=== Task instructions ===
Look through the listing and report every line that has "bridge" in it.
Start of Block
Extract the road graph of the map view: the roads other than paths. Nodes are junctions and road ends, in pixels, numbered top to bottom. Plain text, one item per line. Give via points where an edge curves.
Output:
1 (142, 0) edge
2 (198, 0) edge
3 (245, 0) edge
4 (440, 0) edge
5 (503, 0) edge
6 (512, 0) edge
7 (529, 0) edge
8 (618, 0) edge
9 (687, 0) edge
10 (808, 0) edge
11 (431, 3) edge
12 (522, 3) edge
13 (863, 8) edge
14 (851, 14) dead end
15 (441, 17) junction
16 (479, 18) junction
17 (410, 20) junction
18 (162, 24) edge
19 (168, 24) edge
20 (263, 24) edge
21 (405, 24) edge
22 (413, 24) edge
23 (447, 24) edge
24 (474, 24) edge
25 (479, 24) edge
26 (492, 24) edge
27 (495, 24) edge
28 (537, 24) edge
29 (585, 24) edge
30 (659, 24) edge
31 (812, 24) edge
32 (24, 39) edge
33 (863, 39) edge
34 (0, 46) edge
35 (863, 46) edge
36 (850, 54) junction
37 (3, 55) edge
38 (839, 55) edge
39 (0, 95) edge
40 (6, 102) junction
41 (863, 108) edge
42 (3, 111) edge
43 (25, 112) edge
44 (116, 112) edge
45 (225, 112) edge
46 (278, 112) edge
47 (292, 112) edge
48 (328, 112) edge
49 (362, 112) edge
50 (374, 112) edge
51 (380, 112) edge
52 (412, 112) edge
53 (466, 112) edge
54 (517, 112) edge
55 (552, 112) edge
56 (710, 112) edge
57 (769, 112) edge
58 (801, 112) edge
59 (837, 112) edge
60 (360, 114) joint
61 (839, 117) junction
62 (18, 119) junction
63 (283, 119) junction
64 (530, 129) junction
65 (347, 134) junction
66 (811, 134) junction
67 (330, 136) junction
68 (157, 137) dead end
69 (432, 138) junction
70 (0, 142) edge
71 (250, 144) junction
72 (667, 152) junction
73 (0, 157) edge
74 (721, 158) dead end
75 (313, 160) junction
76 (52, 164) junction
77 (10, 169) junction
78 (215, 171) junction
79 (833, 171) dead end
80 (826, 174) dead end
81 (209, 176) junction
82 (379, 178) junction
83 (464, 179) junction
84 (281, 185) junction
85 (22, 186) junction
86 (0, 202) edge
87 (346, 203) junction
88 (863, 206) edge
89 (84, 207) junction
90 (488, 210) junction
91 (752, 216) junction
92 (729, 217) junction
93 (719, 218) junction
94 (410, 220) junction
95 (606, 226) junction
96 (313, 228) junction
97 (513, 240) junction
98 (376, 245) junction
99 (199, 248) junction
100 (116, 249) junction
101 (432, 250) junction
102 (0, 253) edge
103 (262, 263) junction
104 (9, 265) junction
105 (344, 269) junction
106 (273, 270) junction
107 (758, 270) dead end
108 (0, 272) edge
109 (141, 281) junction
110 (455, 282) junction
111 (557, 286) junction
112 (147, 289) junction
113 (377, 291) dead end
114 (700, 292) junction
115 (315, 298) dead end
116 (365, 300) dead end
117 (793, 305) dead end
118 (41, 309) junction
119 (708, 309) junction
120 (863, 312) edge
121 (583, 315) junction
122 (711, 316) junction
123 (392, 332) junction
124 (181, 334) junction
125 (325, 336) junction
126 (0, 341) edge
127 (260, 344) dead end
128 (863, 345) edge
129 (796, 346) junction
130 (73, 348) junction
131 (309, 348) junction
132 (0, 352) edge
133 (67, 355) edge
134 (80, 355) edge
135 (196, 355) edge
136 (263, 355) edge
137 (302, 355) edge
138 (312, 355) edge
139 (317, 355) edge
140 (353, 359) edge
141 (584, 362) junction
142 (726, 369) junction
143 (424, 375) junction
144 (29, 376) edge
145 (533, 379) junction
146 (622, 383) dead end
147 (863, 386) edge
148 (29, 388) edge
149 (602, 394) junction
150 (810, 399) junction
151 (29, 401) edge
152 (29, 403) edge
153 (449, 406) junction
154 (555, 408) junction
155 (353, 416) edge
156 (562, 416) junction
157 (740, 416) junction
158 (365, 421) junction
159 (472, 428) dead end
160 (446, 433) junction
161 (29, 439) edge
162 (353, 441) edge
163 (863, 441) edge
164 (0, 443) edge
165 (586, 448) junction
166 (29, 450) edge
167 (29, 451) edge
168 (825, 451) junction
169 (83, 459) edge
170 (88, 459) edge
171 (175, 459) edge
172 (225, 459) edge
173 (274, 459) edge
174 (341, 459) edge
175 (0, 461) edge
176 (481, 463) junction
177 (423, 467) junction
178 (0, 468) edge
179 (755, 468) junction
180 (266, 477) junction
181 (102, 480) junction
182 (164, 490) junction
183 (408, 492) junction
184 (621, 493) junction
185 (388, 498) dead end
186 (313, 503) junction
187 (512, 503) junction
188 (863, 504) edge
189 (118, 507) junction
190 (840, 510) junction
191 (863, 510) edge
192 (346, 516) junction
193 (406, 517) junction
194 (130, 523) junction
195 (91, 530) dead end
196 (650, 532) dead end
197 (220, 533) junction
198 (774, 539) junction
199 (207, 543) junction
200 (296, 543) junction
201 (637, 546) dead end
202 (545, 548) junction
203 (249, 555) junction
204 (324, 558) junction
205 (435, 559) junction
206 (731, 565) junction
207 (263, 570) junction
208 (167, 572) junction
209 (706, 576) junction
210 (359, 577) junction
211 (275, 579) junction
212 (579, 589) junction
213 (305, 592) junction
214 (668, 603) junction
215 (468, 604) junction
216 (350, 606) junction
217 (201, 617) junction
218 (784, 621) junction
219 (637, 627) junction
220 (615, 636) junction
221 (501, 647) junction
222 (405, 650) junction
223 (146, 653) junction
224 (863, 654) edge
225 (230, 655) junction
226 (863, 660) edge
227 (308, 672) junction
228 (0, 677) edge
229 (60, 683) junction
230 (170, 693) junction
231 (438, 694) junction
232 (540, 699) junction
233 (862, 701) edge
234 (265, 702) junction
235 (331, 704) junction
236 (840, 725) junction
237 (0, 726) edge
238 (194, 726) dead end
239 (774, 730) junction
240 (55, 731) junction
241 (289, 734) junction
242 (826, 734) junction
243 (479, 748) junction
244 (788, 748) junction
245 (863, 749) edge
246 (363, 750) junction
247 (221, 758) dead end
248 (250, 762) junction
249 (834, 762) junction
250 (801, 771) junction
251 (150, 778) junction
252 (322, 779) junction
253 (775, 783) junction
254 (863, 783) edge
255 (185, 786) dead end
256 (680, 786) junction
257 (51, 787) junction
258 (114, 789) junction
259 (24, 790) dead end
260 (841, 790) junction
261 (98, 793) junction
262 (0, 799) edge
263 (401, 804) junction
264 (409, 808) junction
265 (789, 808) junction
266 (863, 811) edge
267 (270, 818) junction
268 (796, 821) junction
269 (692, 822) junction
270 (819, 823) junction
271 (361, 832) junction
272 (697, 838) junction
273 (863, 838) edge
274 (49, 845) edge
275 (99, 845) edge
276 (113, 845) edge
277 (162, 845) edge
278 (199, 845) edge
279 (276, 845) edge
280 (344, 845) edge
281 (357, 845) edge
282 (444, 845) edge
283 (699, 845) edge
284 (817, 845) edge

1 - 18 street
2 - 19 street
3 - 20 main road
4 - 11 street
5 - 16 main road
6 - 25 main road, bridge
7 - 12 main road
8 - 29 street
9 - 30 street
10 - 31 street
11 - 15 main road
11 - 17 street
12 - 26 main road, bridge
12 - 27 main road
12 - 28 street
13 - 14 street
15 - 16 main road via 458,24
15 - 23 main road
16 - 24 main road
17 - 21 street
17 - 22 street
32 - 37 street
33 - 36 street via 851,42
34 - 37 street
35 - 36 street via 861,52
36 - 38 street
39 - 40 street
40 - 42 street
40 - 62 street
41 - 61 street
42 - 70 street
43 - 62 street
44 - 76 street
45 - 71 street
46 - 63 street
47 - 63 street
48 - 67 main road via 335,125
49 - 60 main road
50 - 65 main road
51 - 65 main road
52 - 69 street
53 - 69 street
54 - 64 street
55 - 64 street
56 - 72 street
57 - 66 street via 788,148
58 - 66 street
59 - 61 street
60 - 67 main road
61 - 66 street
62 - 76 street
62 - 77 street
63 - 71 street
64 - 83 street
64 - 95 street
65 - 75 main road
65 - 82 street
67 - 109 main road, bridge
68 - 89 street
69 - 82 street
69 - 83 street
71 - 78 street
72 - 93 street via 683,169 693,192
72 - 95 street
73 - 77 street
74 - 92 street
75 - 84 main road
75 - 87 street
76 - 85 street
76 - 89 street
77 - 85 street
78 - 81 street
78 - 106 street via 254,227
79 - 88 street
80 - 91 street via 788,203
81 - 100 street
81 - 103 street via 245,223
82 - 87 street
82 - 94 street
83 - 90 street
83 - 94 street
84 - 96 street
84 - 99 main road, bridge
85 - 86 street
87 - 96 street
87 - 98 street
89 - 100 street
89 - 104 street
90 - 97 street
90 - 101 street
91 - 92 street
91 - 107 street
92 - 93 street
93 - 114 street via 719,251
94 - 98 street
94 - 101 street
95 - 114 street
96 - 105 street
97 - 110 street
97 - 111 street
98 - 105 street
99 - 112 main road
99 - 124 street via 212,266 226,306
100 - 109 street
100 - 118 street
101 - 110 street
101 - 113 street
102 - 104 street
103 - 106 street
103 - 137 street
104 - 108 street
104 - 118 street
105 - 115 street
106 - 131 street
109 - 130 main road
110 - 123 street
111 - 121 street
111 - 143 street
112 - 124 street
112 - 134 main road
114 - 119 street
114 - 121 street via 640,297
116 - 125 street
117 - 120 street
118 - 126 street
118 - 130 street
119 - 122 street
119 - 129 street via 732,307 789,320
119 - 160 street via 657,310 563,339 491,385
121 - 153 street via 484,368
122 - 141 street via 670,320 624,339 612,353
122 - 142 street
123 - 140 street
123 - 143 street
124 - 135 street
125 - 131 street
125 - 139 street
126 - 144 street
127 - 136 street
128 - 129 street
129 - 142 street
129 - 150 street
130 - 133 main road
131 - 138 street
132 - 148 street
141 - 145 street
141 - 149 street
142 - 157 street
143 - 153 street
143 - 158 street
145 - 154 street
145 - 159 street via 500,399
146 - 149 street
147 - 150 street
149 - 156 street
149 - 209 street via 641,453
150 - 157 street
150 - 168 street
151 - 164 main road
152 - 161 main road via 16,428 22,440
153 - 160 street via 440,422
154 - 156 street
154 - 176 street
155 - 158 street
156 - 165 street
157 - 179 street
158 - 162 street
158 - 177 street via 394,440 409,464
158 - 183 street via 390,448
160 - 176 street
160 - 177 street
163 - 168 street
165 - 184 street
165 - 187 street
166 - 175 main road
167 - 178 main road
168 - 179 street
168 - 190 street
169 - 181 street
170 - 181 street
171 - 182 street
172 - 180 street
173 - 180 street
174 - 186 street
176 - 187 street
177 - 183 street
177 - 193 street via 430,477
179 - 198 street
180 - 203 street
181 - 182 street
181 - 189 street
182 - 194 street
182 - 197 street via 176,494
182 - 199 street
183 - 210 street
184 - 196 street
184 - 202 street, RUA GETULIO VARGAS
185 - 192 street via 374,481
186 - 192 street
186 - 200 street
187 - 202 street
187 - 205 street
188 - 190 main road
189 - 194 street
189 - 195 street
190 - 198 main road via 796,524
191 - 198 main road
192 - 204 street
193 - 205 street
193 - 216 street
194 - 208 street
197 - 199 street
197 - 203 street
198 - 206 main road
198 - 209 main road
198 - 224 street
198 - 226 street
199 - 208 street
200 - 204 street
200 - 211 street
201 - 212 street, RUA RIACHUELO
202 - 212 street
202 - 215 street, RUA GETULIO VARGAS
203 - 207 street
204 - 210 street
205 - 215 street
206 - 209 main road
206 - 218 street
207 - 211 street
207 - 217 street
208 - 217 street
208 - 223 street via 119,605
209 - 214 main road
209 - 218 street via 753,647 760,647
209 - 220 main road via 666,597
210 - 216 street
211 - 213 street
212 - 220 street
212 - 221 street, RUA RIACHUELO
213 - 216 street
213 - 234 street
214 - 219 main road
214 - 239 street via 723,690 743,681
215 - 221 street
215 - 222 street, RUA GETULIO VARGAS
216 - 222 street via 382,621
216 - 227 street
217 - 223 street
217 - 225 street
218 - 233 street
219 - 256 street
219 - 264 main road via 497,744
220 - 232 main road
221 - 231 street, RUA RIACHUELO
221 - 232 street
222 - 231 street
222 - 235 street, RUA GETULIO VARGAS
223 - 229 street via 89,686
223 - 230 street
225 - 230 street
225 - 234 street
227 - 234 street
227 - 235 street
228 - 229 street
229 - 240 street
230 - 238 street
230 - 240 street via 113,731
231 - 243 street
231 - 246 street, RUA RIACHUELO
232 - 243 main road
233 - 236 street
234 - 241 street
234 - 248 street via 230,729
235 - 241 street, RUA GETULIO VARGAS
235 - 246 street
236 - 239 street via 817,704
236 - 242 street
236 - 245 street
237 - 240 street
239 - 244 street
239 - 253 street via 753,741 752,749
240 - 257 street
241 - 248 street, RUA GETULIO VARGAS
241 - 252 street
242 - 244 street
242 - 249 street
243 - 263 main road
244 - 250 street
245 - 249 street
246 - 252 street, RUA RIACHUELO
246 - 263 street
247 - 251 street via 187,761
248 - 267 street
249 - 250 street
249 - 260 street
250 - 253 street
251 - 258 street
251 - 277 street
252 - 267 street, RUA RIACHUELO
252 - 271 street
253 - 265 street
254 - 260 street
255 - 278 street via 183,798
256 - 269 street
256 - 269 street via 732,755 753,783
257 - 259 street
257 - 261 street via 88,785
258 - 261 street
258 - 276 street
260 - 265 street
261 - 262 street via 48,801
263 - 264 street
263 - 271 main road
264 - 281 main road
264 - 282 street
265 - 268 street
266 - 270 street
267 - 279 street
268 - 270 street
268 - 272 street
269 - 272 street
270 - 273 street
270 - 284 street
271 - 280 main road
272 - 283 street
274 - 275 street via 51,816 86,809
End of Block
=== Answer area ===
6 - 25 main road, bridge
12 - 26 main road, bridge
67 - 109 main road, bridge
84 - 99 main road, bridge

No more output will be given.